Composite Lending: Evolving the Balance Sheet Lending Model

 

Composite_Lending

[Editor’s note: This is a guest post from Oleg Seydak, CEO at Blackmoon Financial Group, an emerging leader in the marketplace lending ecosystem.]

Marketplace lending and balance sheet lending are the main business models in the world of alternative lending.

Marketplace lending for lower risk

Marketplaces are financial intermediaries that originate loan portfolios for sale to investors. Marketplace lenders collect a service fee throughout the loan’s duration, and an upfront origination fee, while giving up the interest on the portfolio, reducing their overall return. But in exchange for a reduced return, they reduce their exposure to risk of loan defaults, as this is passed to the investors. Beyond reducing both risk and profit, these transactions bring in new capital, allowing the lending companies to originate more loans and grow their business.

Marketplace lending companies typically focus on long-duration loans, such as unsecured consumer loans, small and medium enterprise (SME) loans, and real estate property financing. These are generally low-margin deals, so these companies often require lengthy and substantial capital investments from VC firms to ramp up operations to a breakeven point.

Balance sheet lending for higher return

Balance sheet lenders retain the portfolio and so collect the interest rate spread over the lifetime of the loans. This increased return and steady cash flow come with the risks of possible loan defaults.

As a rule, balance sheet lenders tend to focus on specialized lending, such as subprime short term loans, cash installments, POS loans, merchant cash advances, and factoring. On average, the duration of these portfolios is shorter than those of marketplace lending models. Focus on current profitability and high capital turnover allows these companies to access equity for business growth rather than rely on VC commitments.

Why investors prefer the marketplace lending model

While assets originated by balance sheet lenders may achieve a higher return, the marketplace lending model is more attractive for investors. Marketplace lending portfolios more readily attract mainstream investors for a variety of reasons:

  • Assets originated by marketplace lenders are more transparent and accessible for analysis than those of balance sheet lenders.
  • Investors are typically unfamiliar with the specialized assets in these portfolios, leading them to compare the lender with a bank and draw incorrect conclusions.
  • The short-term near-prime and subprime loans typically found in balance sheet lenders’ portfolios are difficult for investors to evaluate using a classical approach.
  • The highly illiquid direct loans in balance sheet portfolios are risky for third-party investors.
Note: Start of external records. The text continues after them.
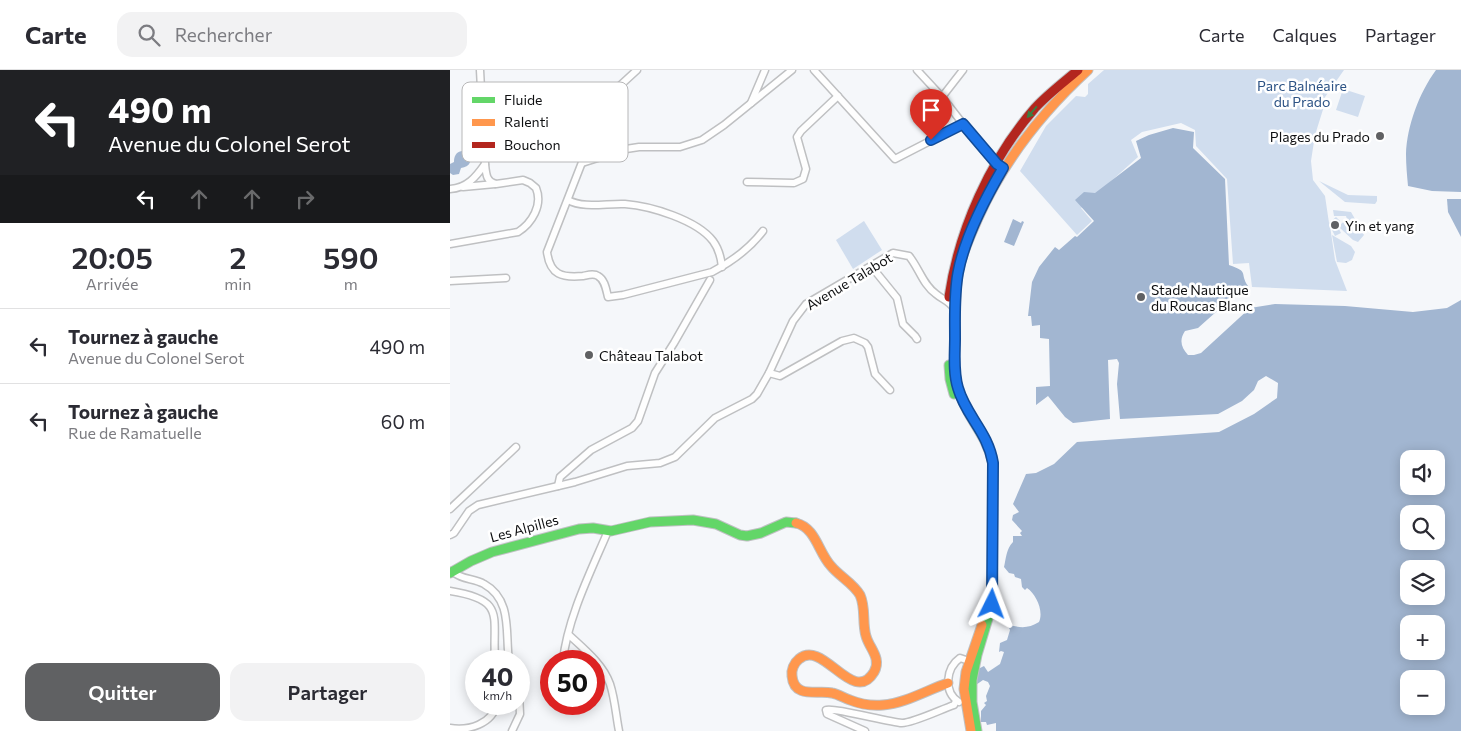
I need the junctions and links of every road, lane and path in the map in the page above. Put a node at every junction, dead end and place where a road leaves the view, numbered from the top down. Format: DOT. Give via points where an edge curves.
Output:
graph roads {
  1 [pos="637,70"];
  2 [pos="765,70"];
  3 [pos="792,70"];
  4 [pos="814,70"];
  5 [pos="917,70"];
  6 [pos="963,70"];
  7 [pos="1078,70"];
  8 [pos="1088,70"];
  9 [pos="624,82"];
  10 [pos="838,96"];
  11 [pos="942,97"];
  12 [pos="750,104"];
  13 [pos="963,124"];
  14 [pos="628,149"];
  15 [pos="582,162"];
  16 [pos="485,164"];
  17 [pos="1000,166"];
  18 [pos="747,182"];
  19 [pos="496,184"];
  20 [pos="460,187"];
  21 [pos="450,189"];
  22 [pos="568,200"];
  23 [pos="763,231"];
  24 [pos="450,244"];
  25 [pos="871,266"];
  26 [pos="722,267"];
  27 [pos="506,278"];
  28 [pos="710,280"];
  29 [pos="450,281"];
  30 [pos="948,302"];
  31 [pos="954,310"];
  32 [pos="917,339"];
  33 [pos="769,373"];
  34 [pos="890,390"];
  35 [pos="516,447"];
  36 [pos="570,470"];
  37 [pos="574,482"];
  38 [pos="558,486"];
  39 [pos="450,509"];
  40 [pos="608,531"];
  41 [pos="450,535"];
  42 [pos="451,572"];
  43 [pos="450,591"];
  44 [pos="569,635"];
  45 [pos="495,650"];
  46 [pos="509,650"];
  47 [pos="564,650"];
  48 [pos="973,662"];
  49 [pos="948,683"];
  50 [pos="956,701"];
  51 [pos="969,703"];
  52 [pos="490,715"];
  53 [pos="520,715"];
  54 [pos="450,728"];
  55 [pos="512,731"];
  56 [pos="619,731"];
  57 [pos="865,731"];
  58 [pos="971,731"];
  59 [pos="977,731"];
  1 -- 9 [label="street"];
  2 -- 12 [label="street"];
  3 -- 12 [label="street"];
  4 -- 10 [label="street"];
  5 -- 11 [label="street"];
  6 -- 11 [label="street"];
  7 -- 17 [label="main road, one-way" via="1024,121"];
  8 -- 17 [label="main road" via="1042,114"];
  10 -- 13 [label="street" via="895,159"];
  10 -- 18 [label="street" via="797,138 806,169 803,179 794,183"];
  11 -- 13 [label="street"];
  12 -- 14 [label="street" via="724,126 692,144"];
  13 -- 17 [label="street"];
  15 -- 22 [label="street"];
  16 -- 19 [label="street" via="488,179"];
  16 -- 20 [label="street" via="476,176"];
  17 -- 30 [label="main road" via="982,193 958,249"];
  17 -- 31 [label="main road" via="961,261"];
  19 -- 20 [label="street"];
  19 -- 24 [label="street" via="522,180 536,188 538,205 527,226 504,236"];
  20 -- 21 [label="street"];
  22 -- 26 [label="street" via="579,204 636,205 684,221 712,240 721,256"];
  22 -- 26 [label="street" via="548,252 554,271 565,278 599,276 608,296 673,283"];
  23 -- 26 [label="street" via="755,242"];
  25 -- 30 [label="street, Avenue Talabot" via="894,253 909,256 926,284"];
  25 -- 32 [label="street" via="897,298 903,324"];
  25 -- 33 [label="street, Avenue Talabot" via="806,304 793,320"];
  27 -- 29 [label="street"];
  28 -- 36 [label="street" via="655,373 638,421 632,428 591,450"];
  30 -- 31 [label="street"];
  30 -- 48 [label="main road" via="952,389 981,440 987,464 986,604"];
  31 -- 48 [label="main road" via="958,387 961,398 986,437 993,463 992,604"];
  33 -- 34 [label="street" via="780,376 842,341 854,338 865,342 875,374"];
  33 -- 37 [label="street, Avenue Talabot" via="752,399 715,418 676,457 627,466"];
  35 -- 39 [label="street"];
  36 -- 37 [label="street" via="570,481"];
  36 -- 38 [label="street" via="560,477"];
  37 -- 38 [label="street, Avenue Talabot"];
  38 -- 41 [label="street, Avenue Talabot" via="478,505"];
  40 -- 42 [label="main road, Les Alpilles" via="595,527 570,530 506,546"];
  40 -- 44 [label="street" via="586,581"];
  40 -- 49 [label="main road, Les Alpilles" via="650,522 700,521 752,536 787,521 802,524 811,531 829,564 857,591 862,603 865,636 876,656 876,664 871,676 858,681 846,677 818,657 799,658 792,670 798,690 833,693 858,703 886,706"];
  42 -- 46 [label="street, Les Alpilles" via="484,584 500,599 508,626"];
  43 -- 45 [label="street" via="476,596 486,602 495,620"];
  44 -- 47 [label="street"];
  44 -- 56 [label="street" via="607,678"];
  48 -- 49 [label="street" via="960,658 955,662"];
  48 -- 51 [label="main road"];
  48 -- 51 [label="main road" via="964,689"];
  49 -- 50 [label="street"];
  50 -- 51 [label="street"];
  50 -- 57 [label="street" via="954,705 904,723 830,708 826,710 827,714"];
  51 -- 58 [label="main road"];
  51 -- 59 [label="main road"];
  52 -- 54 [label="street" via="468,730"];
  53 -- 55 [label="street"];
}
However a bigger issue facing balance sheet lending companies is the need to generate capital for business scalability. While a lender’s record of proven portfolio performance is the key for success for every business model, marketplace lenders have advantage. This is because the loans are sold to the investors with no risk retained to the company, which is not the case for balance sheet lenders that concentrate the risk. And few balance sheet lenders have scaled their operations sufficiently to raise debt through securitizations or off-balance-sheet arrangements.

Introducing the composite lending model

The composite lending model combines the benefits of balance sheet and marketplace lending. In this model, a portion of the portfolio is retained on the balance sheet funded by the company’s capital, while the other part is financed by outside investors.

The benefits of such transitions are:

  • The originator retains the profitability and cash flow of the current portfolio.
  • The new portfolio is funded by outside investors with no effect on the balance sheet of the originator.
  • Leverage and risk per unit of originations decreases.
  • Additional income from origination and the servicing fee improves the cash cycle as well as the bottom line.
  • The company remains flexible to invest in new products and markets.
  • Up to 2.7x higher price to earnings multiples for being a marketplace.

Developing a marketplace lending business is not the core business of balance sheet lenders, so it typically requires investments in IT, legal and marketing. These companies must also safeguard against an inherent conflict of interest due to loans being selected for sale to investors and priced by the same party.

Marketplace Lending as a Service

Blackmoon Financial Group offers a platform that uses a concept called Marketplace Lending as a Service (MPLaas). The Blackmoon Platform is used by balance sheet lenders to access off-balance-sheet funding to scale their businesses without requiring major IT and other investments, and by institutional investors to invest in loans issued by balance sheet lenders.

The Blackmoon API (application programming interface) provides a data exchange between the platform and originator. Calculations occur on the Blackmoon Platform in less than a second, adding no latency to the loan applicants’ user experience. And the advanced loan-by-loan pricing on the Blackmoon Platform ensures to both originators and investors that cherry picking and selection bias does not occur.

Investors benefit from using the Blackmoon Platform as well. They get independent analysis of originators, access to originators in different geographies, and flexible loan selection criteria: powerful tools to expand their alternative lending portfolios.

The result is execution of a pure marketplace lending approach in a transparent and informed way for the mutual benefit of composite lenders and institutional investors.